La collona (Ana Gabriel)


Es vergonzoso, pero que Puigdemont y los cuatro fugitivos de Bruselas sean unos collones no debe ser sorpresivo. Son burgueses. Los burgueses no a menudo son consecuentes, no a menudo afrontan a cara de perro las consecuencias de sus actos. Sin embargo, que Ana Gabriel (CUP) sea una collona, que hoy no se presente en el Tribunal Supremo, sorprende, siempre y cuando que se eluda una reflexión simple.

En efecto, a poco que se repiense, las acciones están bien encuadradas en eso que se ha popularizado como Postmodernidad, una palabra que no deja rastrear sus miserias. Postmodernidad (Occidental) no es otra cosa que el «hombre nuevo», un hombre que ha dejado, que cree que ha dejado, de ser ‘natural». La Naturaleza es para él una molestia; más todavía, un estado de primitivismo inaceptable en el avance veloz hacia la condición de una síntesis de carne y cachivaches electrónicos, una suerte de micro móvil alojado en el cerebro, una suerte de superhombre sin Nietzsche, un vejestorio.

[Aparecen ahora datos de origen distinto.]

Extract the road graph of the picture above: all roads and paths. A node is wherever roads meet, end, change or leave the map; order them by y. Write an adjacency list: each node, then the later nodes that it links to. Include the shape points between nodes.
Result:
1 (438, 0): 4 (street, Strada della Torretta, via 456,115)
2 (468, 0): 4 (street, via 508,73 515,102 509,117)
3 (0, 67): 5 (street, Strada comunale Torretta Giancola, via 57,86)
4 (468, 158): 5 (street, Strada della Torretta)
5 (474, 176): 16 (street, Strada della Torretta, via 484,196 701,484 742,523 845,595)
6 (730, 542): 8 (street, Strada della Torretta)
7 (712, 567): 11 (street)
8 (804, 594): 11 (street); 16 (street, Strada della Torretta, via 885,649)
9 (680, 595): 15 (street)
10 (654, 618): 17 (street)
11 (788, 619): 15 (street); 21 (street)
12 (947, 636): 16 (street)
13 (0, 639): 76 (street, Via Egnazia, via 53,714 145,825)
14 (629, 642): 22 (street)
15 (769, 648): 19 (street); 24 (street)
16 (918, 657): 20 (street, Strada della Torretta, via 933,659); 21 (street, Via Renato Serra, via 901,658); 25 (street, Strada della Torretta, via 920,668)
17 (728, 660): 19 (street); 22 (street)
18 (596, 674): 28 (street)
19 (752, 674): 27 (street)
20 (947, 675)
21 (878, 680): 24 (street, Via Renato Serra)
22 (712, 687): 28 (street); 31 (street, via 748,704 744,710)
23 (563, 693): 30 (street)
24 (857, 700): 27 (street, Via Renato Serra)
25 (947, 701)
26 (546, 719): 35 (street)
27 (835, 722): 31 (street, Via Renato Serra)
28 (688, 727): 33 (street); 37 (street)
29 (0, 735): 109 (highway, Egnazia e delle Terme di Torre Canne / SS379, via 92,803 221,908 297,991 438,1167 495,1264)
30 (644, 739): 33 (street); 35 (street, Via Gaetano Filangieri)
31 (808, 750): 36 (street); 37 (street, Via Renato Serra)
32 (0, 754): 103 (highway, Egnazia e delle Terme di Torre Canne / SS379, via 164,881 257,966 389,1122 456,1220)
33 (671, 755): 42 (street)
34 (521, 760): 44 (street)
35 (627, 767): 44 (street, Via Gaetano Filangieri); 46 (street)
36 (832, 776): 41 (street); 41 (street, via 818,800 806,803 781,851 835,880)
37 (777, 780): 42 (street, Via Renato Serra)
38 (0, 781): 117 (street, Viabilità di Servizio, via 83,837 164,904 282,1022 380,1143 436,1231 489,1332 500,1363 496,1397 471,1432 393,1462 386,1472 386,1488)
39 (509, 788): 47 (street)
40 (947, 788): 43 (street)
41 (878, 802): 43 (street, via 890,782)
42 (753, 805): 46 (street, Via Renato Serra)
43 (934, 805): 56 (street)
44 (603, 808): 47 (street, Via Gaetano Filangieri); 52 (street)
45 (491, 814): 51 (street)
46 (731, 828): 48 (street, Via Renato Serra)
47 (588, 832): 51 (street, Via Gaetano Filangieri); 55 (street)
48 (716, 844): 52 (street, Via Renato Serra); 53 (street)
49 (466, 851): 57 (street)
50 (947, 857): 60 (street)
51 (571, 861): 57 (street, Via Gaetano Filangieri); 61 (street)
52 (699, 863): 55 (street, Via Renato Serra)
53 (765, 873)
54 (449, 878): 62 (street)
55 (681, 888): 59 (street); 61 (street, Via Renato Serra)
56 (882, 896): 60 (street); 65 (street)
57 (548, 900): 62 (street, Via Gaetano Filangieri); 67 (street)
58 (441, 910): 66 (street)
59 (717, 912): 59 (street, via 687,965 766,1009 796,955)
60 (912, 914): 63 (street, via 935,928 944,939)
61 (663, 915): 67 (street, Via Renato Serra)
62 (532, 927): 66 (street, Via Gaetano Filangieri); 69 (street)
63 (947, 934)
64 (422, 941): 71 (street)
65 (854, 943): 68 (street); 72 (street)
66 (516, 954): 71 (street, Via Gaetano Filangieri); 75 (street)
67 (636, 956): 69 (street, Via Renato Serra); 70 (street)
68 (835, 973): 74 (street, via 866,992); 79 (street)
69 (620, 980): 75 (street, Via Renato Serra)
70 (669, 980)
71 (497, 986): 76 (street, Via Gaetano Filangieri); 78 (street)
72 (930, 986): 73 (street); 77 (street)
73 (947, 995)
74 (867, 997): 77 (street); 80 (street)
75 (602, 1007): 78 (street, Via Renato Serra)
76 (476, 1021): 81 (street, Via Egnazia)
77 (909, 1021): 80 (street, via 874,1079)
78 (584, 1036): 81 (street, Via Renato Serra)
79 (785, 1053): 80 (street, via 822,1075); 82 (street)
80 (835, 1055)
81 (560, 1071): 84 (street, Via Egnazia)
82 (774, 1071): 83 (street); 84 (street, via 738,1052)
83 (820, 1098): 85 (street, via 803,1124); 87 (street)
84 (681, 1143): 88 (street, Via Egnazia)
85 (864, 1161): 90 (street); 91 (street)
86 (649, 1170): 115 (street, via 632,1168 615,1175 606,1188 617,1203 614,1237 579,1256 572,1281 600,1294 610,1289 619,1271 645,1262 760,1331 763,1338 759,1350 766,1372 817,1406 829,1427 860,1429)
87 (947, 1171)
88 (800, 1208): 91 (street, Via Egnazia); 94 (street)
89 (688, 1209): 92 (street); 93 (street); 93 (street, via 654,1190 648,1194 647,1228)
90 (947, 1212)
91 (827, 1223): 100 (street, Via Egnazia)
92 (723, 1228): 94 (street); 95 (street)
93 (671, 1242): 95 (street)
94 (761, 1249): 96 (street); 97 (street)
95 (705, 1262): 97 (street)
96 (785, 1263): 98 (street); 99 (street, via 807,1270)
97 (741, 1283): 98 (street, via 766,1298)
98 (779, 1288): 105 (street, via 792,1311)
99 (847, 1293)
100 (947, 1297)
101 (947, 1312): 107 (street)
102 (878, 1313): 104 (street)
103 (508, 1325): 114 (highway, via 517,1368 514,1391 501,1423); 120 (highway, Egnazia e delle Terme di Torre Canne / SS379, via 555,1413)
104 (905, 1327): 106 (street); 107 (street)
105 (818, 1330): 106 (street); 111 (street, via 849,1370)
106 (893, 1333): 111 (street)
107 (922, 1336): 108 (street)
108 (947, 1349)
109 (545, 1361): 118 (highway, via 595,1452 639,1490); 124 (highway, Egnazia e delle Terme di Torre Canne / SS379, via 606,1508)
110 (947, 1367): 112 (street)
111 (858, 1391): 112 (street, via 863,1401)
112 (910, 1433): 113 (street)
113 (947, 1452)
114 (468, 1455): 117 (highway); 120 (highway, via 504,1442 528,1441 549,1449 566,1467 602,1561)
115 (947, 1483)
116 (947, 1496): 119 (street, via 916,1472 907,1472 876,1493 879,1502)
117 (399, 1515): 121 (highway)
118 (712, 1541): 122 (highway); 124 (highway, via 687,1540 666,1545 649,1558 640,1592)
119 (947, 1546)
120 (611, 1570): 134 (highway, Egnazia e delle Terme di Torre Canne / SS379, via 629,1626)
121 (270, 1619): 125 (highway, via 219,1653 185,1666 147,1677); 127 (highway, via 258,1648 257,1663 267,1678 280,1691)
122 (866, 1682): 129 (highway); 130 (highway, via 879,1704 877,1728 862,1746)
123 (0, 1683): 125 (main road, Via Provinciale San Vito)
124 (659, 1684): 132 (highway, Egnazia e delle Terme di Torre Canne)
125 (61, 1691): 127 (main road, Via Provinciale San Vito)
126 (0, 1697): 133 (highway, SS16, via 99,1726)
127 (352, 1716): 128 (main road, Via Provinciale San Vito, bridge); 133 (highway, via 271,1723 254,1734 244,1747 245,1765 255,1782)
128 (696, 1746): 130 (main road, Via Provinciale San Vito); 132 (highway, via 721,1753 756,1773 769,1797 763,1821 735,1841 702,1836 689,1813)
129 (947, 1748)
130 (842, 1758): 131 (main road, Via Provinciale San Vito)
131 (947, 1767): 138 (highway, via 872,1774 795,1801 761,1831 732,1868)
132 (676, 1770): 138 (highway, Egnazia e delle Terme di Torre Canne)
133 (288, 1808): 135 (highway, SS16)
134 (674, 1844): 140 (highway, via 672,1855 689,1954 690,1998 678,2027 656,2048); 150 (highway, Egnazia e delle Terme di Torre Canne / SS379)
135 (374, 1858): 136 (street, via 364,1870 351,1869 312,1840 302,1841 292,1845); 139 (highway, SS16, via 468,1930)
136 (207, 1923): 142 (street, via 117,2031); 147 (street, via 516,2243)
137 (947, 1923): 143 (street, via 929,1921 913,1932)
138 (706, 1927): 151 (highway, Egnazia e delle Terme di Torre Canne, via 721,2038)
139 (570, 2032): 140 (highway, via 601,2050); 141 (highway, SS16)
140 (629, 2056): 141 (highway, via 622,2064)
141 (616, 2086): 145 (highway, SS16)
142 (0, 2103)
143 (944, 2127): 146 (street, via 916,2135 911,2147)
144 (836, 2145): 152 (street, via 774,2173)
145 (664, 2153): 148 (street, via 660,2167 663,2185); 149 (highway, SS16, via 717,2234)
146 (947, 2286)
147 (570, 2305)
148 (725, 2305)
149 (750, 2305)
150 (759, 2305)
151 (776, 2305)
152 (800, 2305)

Todo lo «humano» anterior a la histeria de la conexión global es eso, humano, desdeñoso, in-mundo, un pasado que se ha de borrar de nuestra historia.

Así pues, en este contexto propio del hemisferio norte, no ha de parecer insólito que una «revolucionaria’ como Ana Gabriel haya escogido otro ‘paraíso político» (Suiza) para poner tierra por medio entre ella y la celda. Aunque menos conocidos que los paraísos fiscales, los políticos no son menores. En los primeros se esconden los dineros robados; en los segundos, los cuerpos y las mentes traidores y abyectos.

Mis recuerdos me escupen a una Ana Gabriel con el puño levantado en el Parlamento. Su andar erguido para disimular su poca estatura y propagar su soberbia. Arropada por nueve diputados, aplaudida y vitoreada por cientos de anticapitalistas en las calles, vivía el sueño de la heroína. Pero bastaron unas semanas para que la CUP perdiera seis representantes del pueblo (un único «pueblo») y para que ella desapareciese. El tiempo de las consecuencias había llegado; el tiempo de los sacrificios (la izquierda con Franco: torturas, cárcel, vejaciones) había desaparecido. Estaba en Suiza con un abogado carísimo especializado en extradiciones, siguiendo la senda abierta por los «cinco de Bélgica».

No duden que los suyos justificarán a la collona en público: el Supremo es «un tribunal represor»; en privado, no todos. Es la misma historia del PDeCAT-JxC y ERC. Rebelión y revolución antes; «señoría, era todo (la independencia) una broma» y pánico ahora. Este es el nuevo hombre, y la nueva mujer, de la Postmodernidad.